Yesterday, I managed to catch Larry Lessig’s latest “Change Congress” Power Point presentation at the Personal Democracy Forum (PDF) here in New York City. Addressing the distorting effects of money on goverment policy (oil industry influence on global warming research, pharma money at the FDA, the sugar lobby on recommended caloric intake), the Stanford professor’s performance was easily one of the more rousing presentations that morning and sparked a discernable buzz from the bloggers gathered in Rose Hall, the home of Jazz at Lincoln Center.
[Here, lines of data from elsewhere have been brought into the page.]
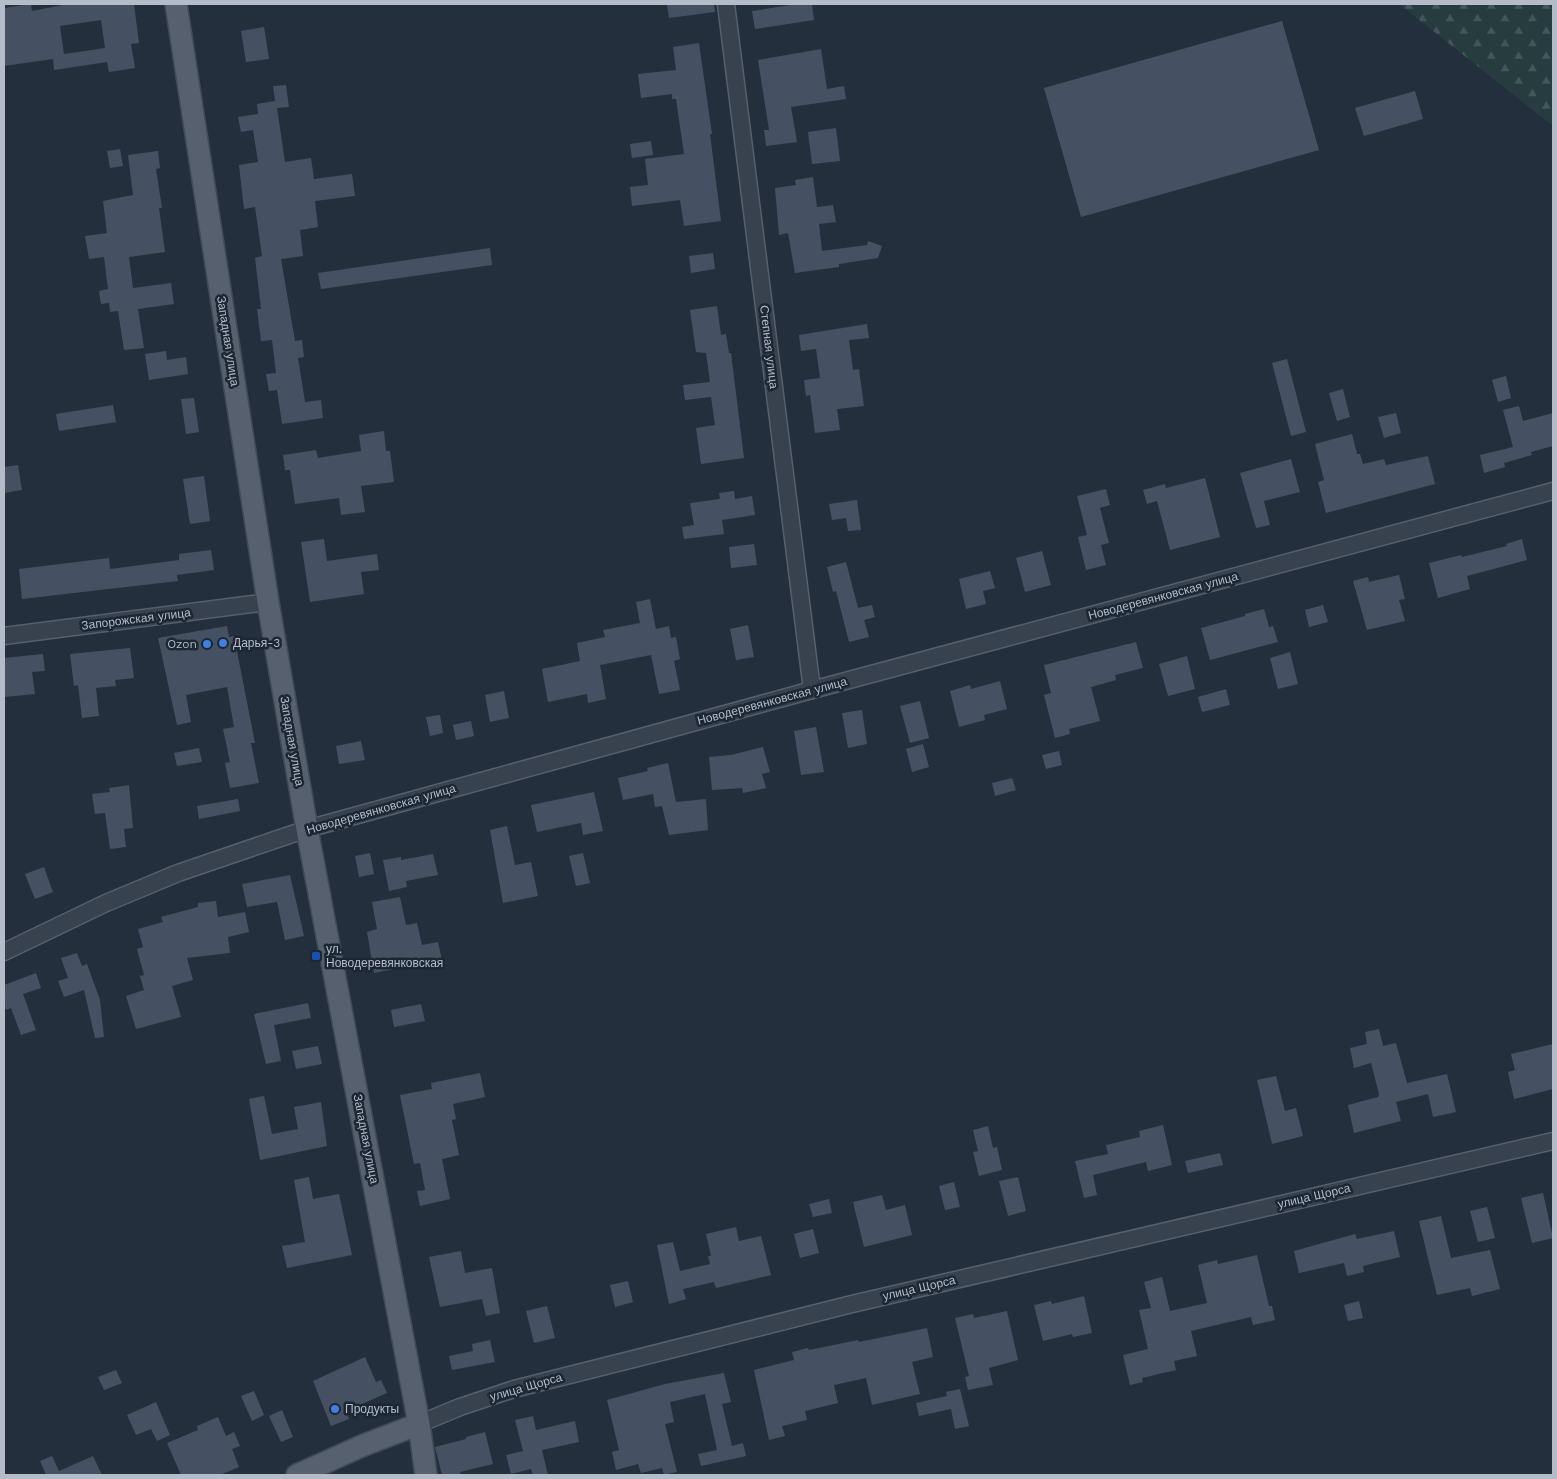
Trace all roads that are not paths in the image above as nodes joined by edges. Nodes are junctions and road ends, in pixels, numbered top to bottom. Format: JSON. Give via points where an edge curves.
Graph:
{"nodes":[{"id":1,"x":176,"y":4,"type":"edge"},
{"id":2,"x":726,"y":4,"type":"edge"},
{"id":3,"x":1553,"y":491,"type":"edge"},
{"id":4,"x":268,"y":602,"type":"junction"},
{"id":5,"x":4,"y":636,"type":"edge"},
{"id":6,"x":812,"y":690,"type":"junction"},
{"id":7,"x":307,"y":829,"type":"junction"},
{"id":8,"x":4,"y":952,"type":"edge"},
{"id":9,"x":1553,"y":1141,"type":"edge"},
{"id":10,"x":419,"y":1424,"type":"junction"},
{"id":11,"x":297,"y":1475,"type":"edge"},
{"id":12,"x":426,"y":1475,"type":"edge"}],
"edges":[{"from":1,"to":4,"type":"main road","name":"Западная улица"},
{"from":2,"to":6,"type":"street","name":"Степная улица"},
{"from":3,"to":6,"type":"street","name":"Новодеревянковская улица"},
{"from":4,"to":5,"type":"street","name":"Запорожская улица"},
{"from":4,"to":7,"type":"main road","name":"Западная улица"},
{"from":6,"to":7,"type":"street","name":"Новодеревянковская улица"},
{"from":7,"to":8,"type":"street","name":"Новодеревянковская улица","via":[[178,873]]},
{"from":7,"to":10,"type":"main road","name":"Западная улица"},
{"from":9,"to":10,"type":"street","name":"улица Щорса","via":[[852,1304],[514,1389],[460,1406]]},
{"from":10,"to":11,"type":"main road","name":"улица Щорса"},
{"from":10,"to":12,"type":"main road","name":"Западная улица"}]}
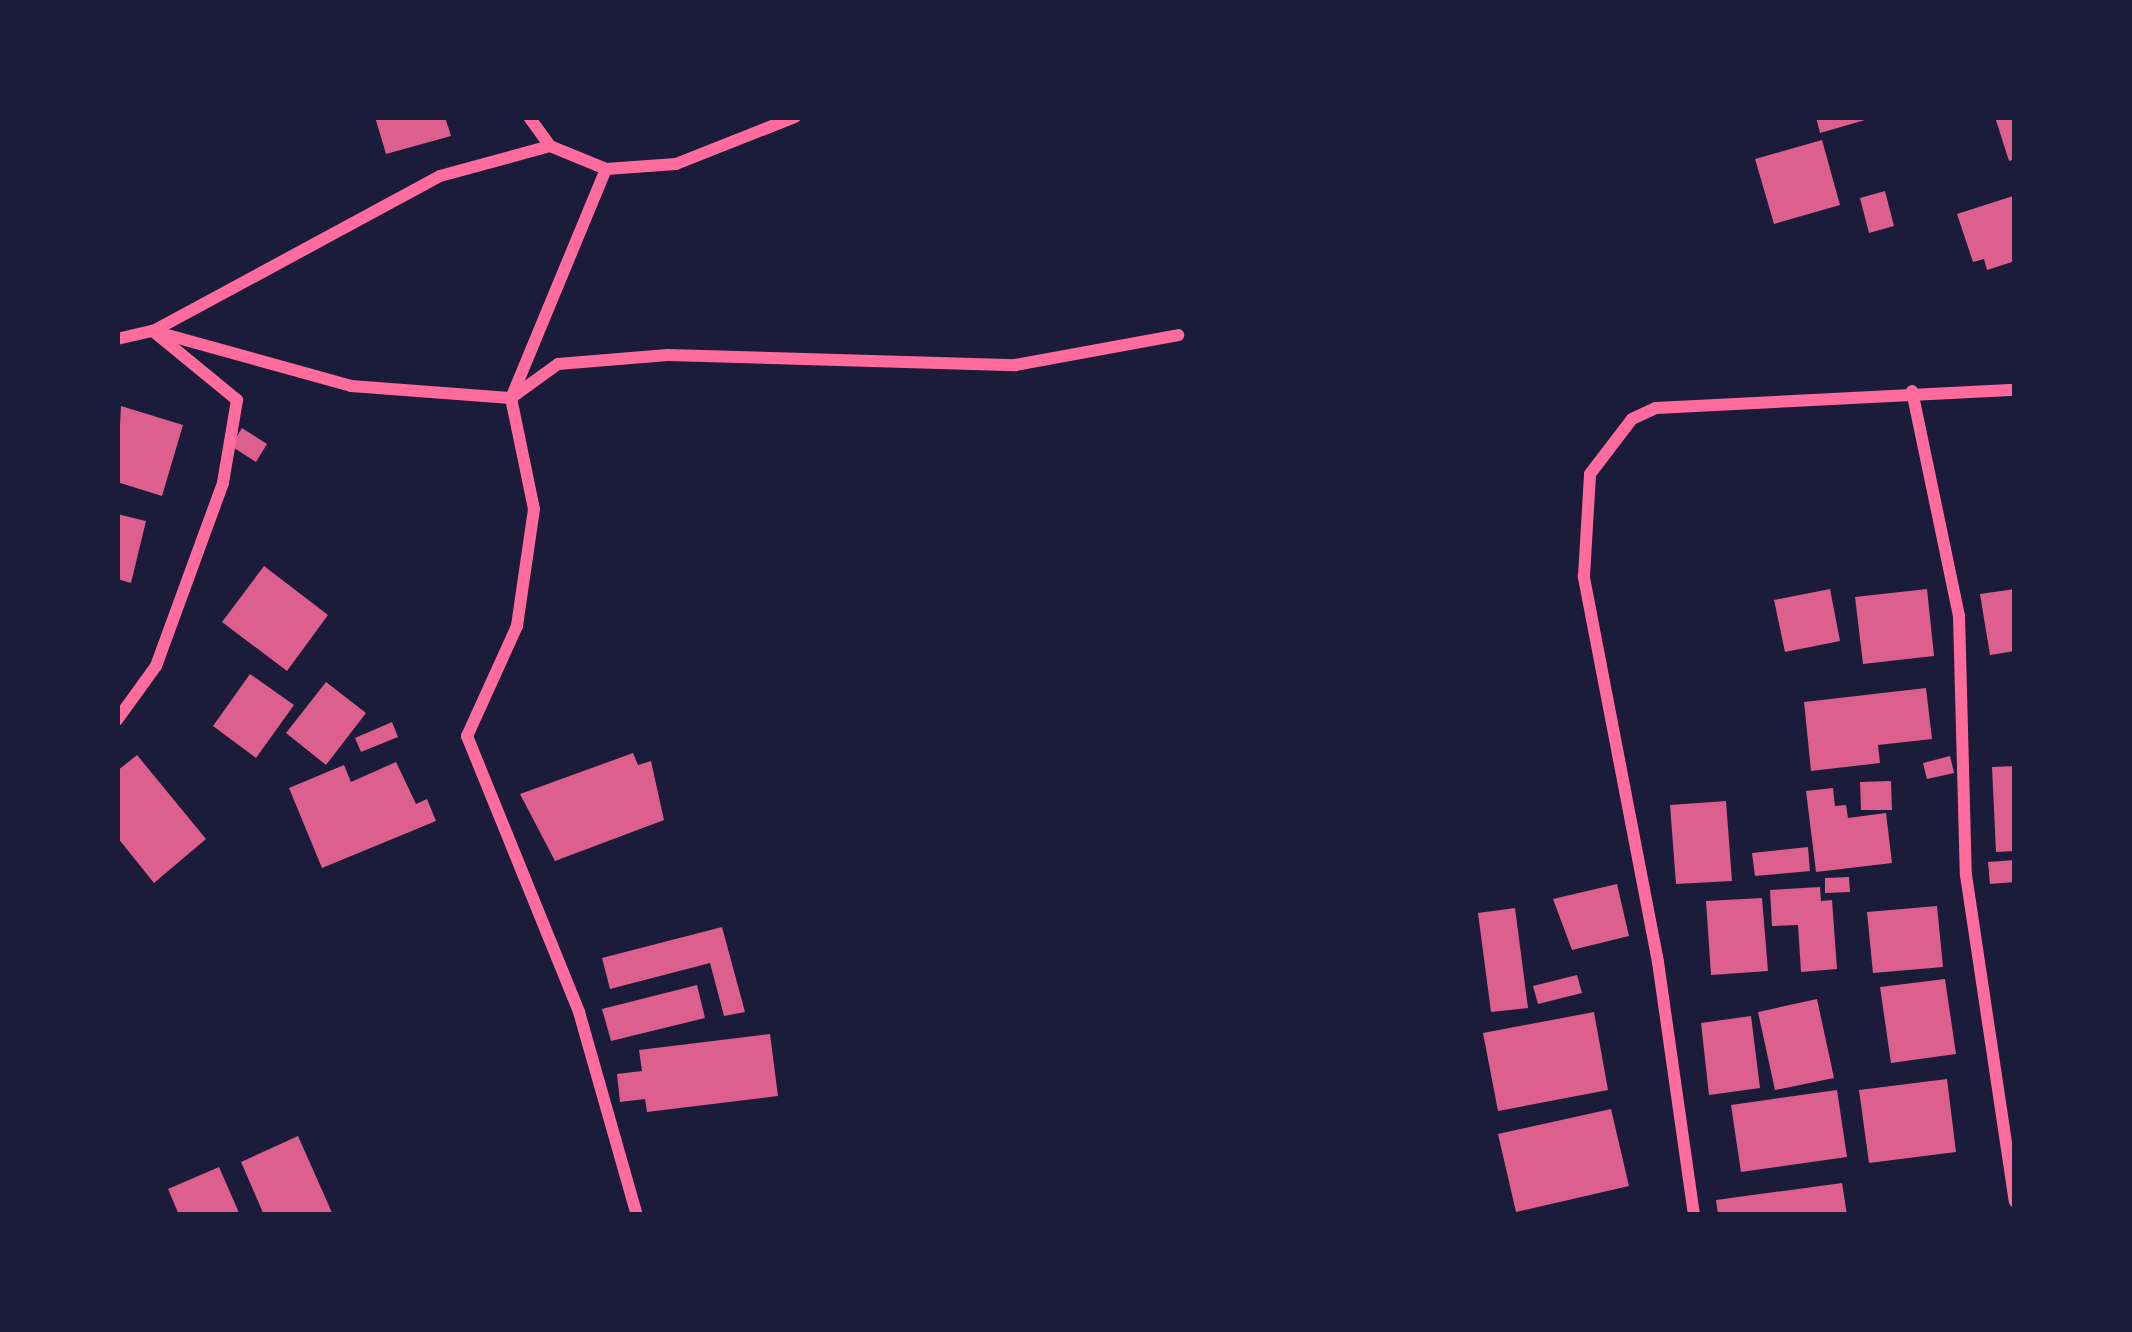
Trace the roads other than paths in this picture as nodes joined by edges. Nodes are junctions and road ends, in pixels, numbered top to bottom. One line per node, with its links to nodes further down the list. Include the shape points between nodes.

It doesn’t appear Lessig has posted yesterday’s version on YouTube just yet, so I’ve gone ahead and included one that’s pretty close. However, one notable bit of information missing in April’s presentation at UCSB posted below are the numbers he cited from MAPlight.org (where he’s a board member). Released yesterday, the organization points out that of the House Democrats who changed their votes from March to June clearing the way for a FISA bill with immunity for the phone companies to pass, on average, those politicians received $8,359 in PAC contributions. Specifically:
Comparing Democrats’ Votes (March 14th and June 20th votes):
Verizon, AT&T, and Sprint gave PAC contributions averaging:
$8,359 to each Democrat who changed their position to support immunity for Telcos (94 Dems)
$4,987 to each Democrat who remained opposed to immunity for Telcos (116 Dems)
88 percent of the Dems who changed to supporting immunity (83 Dems of the 94) received PAC contributions from Verizon, AT&T, or Sprint during the last three years (Jan. 2005-Mar. 2008).
Now, no one can say those contributions caused recipients to change their votes. But it certainly doesn’t project the appearance of an open, honest, and accountable government for the people.